RECORDS TO PROCESS below:
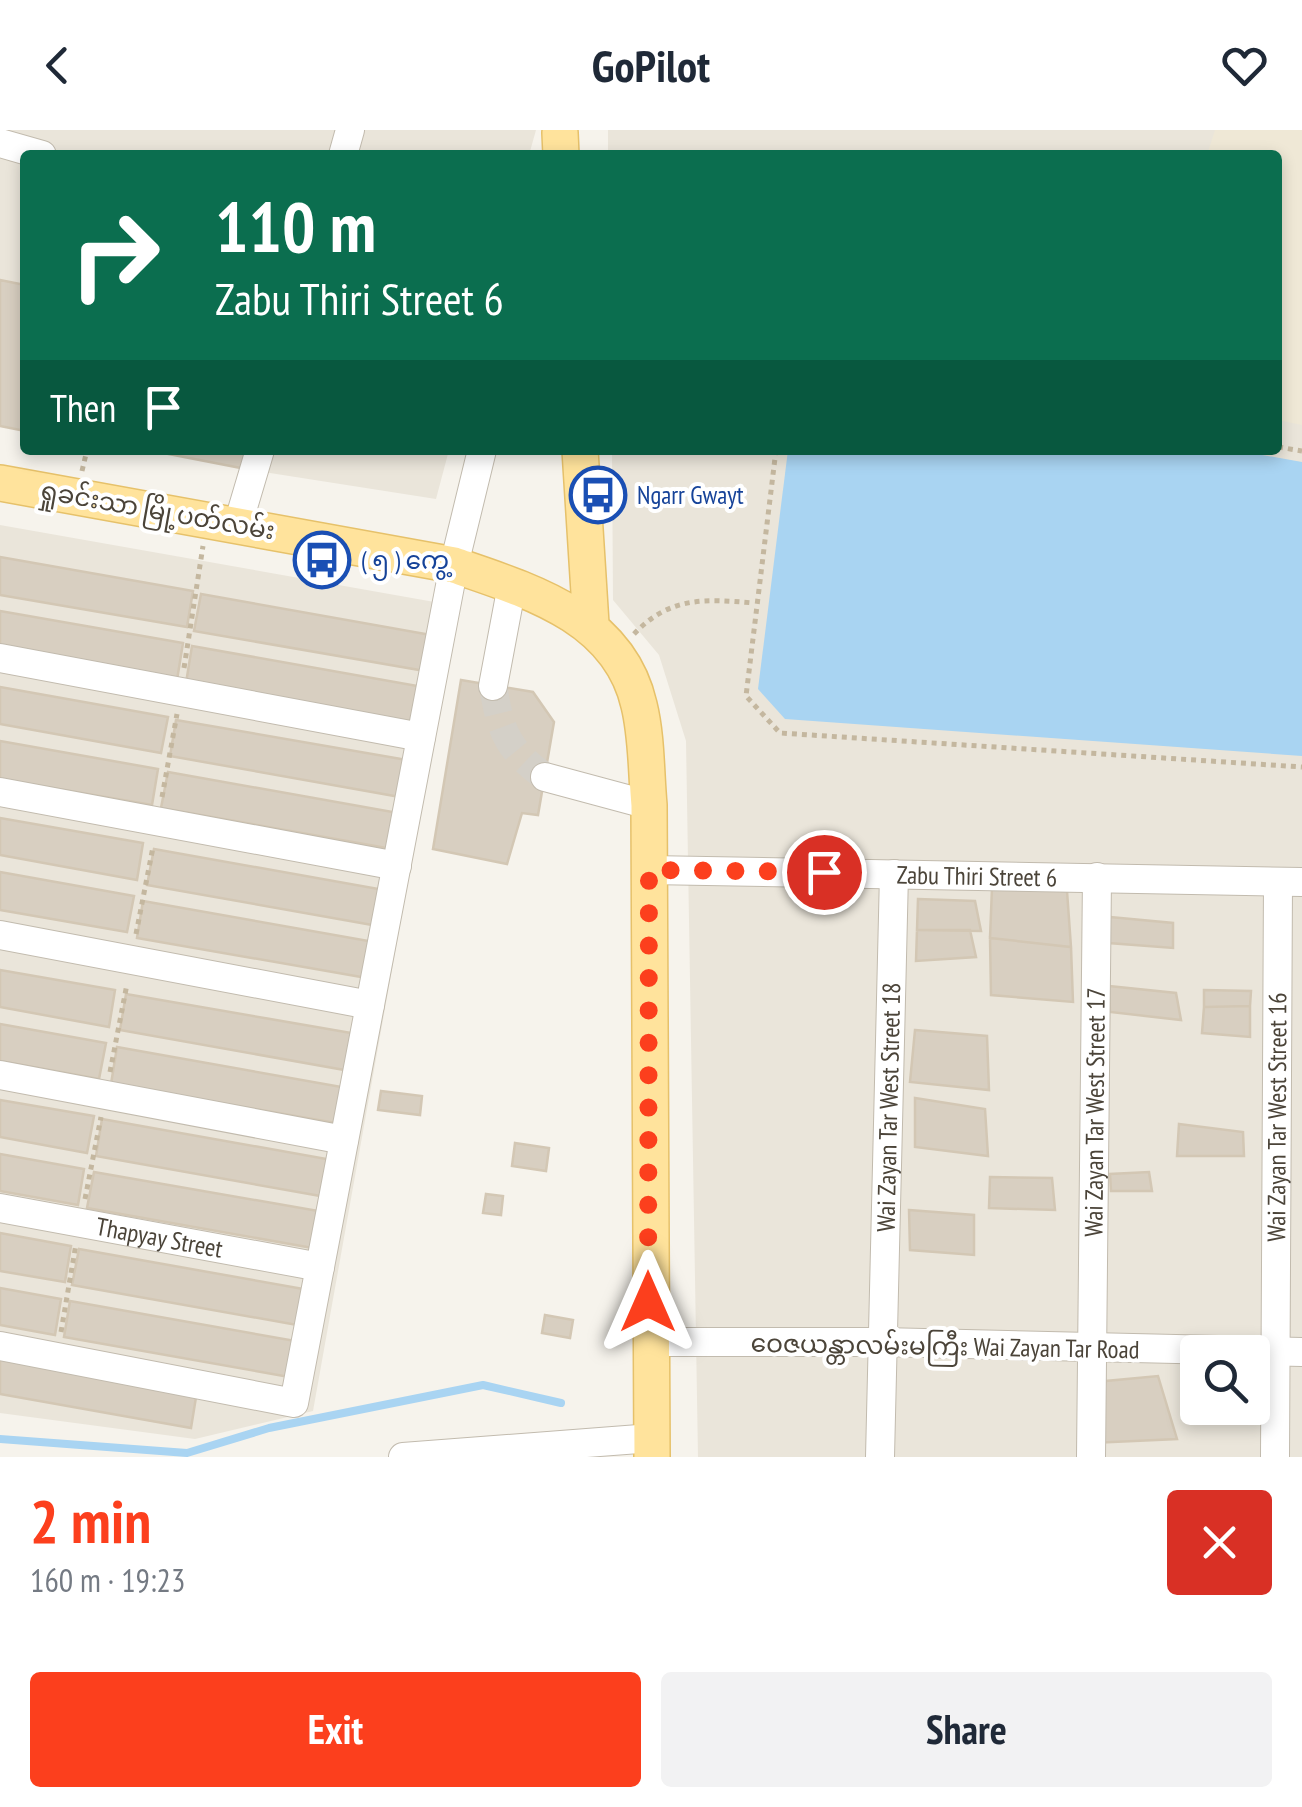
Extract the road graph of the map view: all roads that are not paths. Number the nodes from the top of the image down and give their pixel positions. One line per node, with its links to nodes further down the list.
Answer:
End of RECORDS TO PROCESS.
RECORDS TO PROCESS below:
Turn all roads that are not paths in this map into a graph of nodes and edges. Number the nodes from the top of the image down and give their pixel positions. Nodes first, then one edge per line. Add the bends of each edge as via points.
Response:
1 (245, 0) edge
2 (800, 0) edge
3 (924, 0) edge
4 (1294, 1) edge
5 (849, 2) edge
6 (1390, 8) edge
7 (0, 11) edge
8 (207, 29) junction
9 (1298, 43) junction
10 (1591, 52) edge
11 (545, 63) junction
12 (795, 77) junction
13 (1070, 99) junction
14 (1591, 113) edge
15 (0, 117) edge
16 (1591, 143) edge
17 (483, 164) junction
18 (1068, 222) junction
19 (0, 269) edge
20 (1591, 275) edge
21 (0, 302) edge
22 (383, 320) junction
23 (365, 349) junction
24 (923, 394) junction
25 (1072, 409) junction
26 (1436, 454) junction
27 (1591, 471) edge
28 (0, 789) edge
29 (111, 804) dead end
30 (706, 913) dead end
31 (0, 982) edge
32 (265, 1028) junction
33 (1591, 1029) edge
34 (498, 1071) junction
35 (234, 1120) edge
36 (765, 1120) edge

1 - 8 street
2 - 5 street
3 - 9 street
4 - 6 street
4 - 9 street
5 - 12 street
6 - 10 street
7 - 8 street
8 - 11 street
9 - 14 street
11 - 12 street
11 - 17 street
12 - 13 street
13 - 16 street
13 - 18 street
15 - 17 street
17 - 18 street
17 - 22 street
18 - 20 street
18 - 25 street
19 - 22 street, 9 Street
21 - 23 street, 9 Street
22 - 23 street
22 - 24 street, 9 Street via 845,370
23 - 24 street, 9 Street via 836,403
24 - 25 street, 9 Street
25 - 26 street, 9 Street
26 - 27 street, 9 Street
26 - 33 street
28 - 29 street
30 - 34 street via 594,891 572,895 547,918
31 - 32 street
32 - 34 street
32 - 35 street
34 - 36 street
End of RECORDS TO PROCESS.
RECORDS TO PROCESS below:
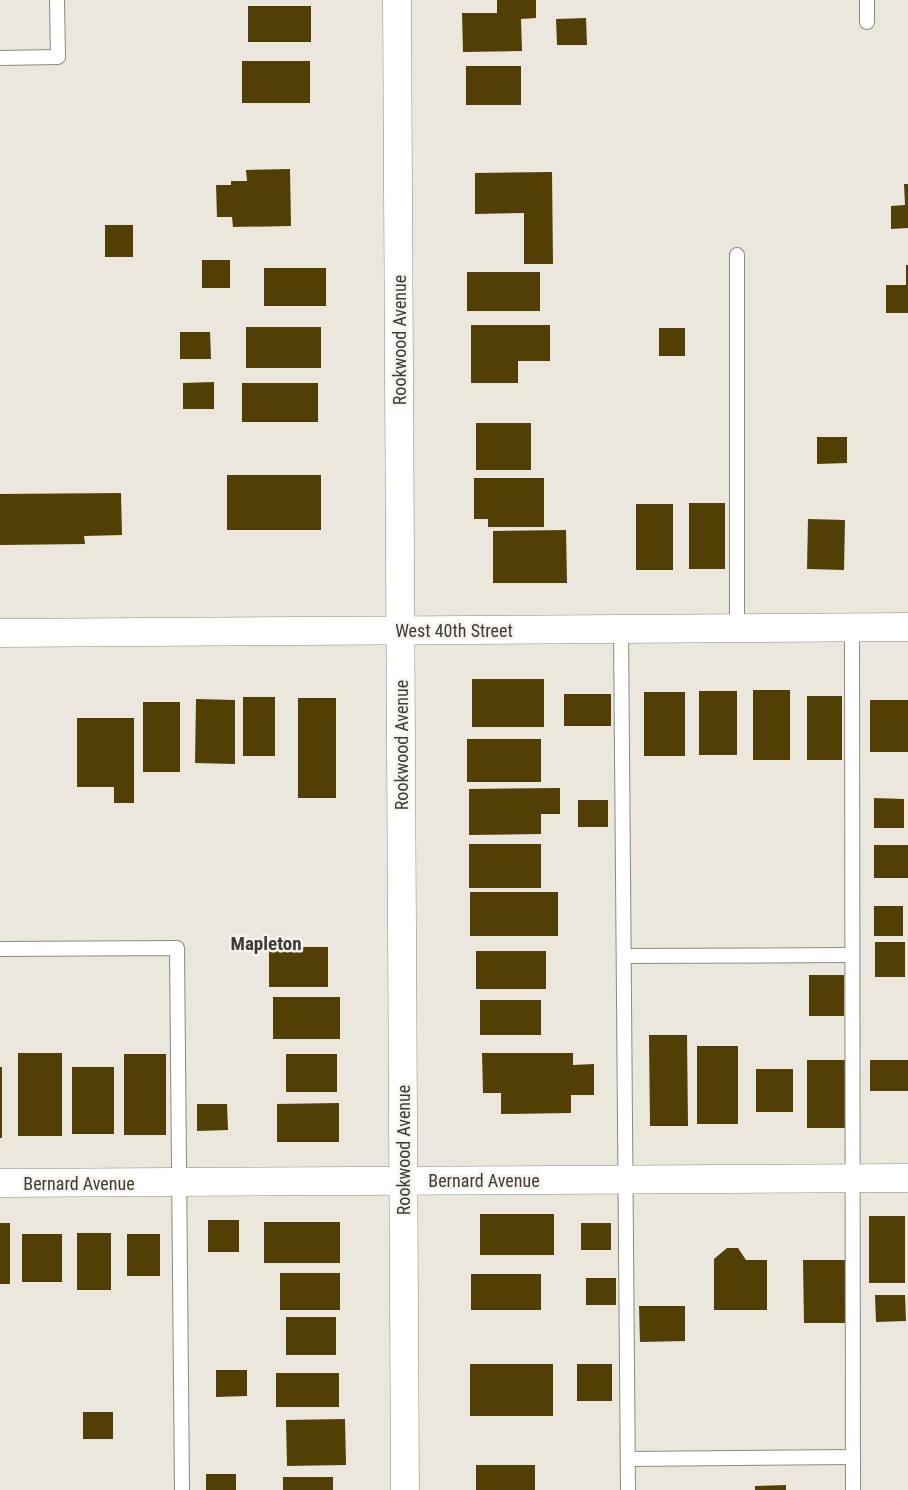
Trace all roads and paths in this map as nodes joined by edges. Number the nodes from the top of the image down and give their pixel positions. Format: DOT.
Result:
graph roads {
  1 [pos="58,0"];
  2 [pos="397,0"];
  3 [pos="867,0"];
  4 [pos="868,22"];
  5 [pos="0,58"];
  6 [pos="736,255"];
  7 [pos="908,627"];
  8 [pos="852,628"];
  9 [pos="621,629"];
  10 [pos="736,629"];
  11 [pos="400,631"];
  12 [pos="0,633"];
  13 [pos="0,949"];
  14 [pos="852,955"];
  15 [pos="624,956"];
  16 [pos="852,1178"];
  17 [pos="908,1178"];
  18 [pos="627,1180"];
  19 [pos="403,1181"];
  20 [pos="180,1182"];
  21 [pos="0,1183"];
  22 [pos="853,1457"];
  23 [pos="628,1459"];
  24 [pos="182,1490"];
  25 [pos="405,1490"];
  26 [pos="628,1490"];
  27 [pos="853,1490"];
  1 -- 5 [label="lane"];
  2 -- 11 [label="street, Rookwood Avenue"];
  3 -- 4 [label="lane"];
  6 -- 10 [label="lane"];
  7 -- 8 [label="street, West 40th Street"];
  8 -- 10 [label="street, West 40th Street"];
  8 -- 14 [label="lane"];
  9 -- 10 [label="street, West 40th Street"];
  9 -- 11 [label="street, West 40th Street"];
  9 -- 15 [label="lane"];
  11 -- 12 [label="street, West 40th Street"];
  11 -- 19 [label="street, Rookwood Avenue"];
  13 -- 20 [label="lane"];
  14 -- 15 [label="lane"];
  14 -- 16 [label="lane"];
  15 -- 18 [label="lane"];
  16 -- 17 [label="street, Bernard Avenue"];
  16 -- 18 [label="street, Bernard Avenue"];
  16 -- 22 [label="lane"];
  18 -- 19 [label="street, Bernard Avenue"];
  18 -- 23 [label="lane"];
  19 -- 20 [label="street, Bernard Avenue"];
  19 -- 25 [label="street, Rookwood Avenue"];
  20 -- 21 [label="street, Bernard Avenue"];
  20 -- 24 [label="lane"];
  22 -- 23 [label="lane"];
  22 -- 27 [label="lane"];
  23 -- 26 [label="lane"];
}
End of RECORDS TO PROCESS.
What is needed is every line of the records that contains the word "positions".

SOLUTION TO THIS PROBLEM
Extract the road graph of the map view: all roads that are not paths. Number the nodes from the top of the image down and give their pixel positions. One line per node, with its links to nodes further down the list.
Turn all roads that are not paths in this map into a graph of nodes and edges. Number the nodes from the top of the image down and give their pixel positions. Nodes first, then one edge per line. Add the bends of each edge as via points.
Trace all roads and paths in this map as nodes joined by edges. Number the nodes from the top of the image down and give their pixel positions. Format: DOT.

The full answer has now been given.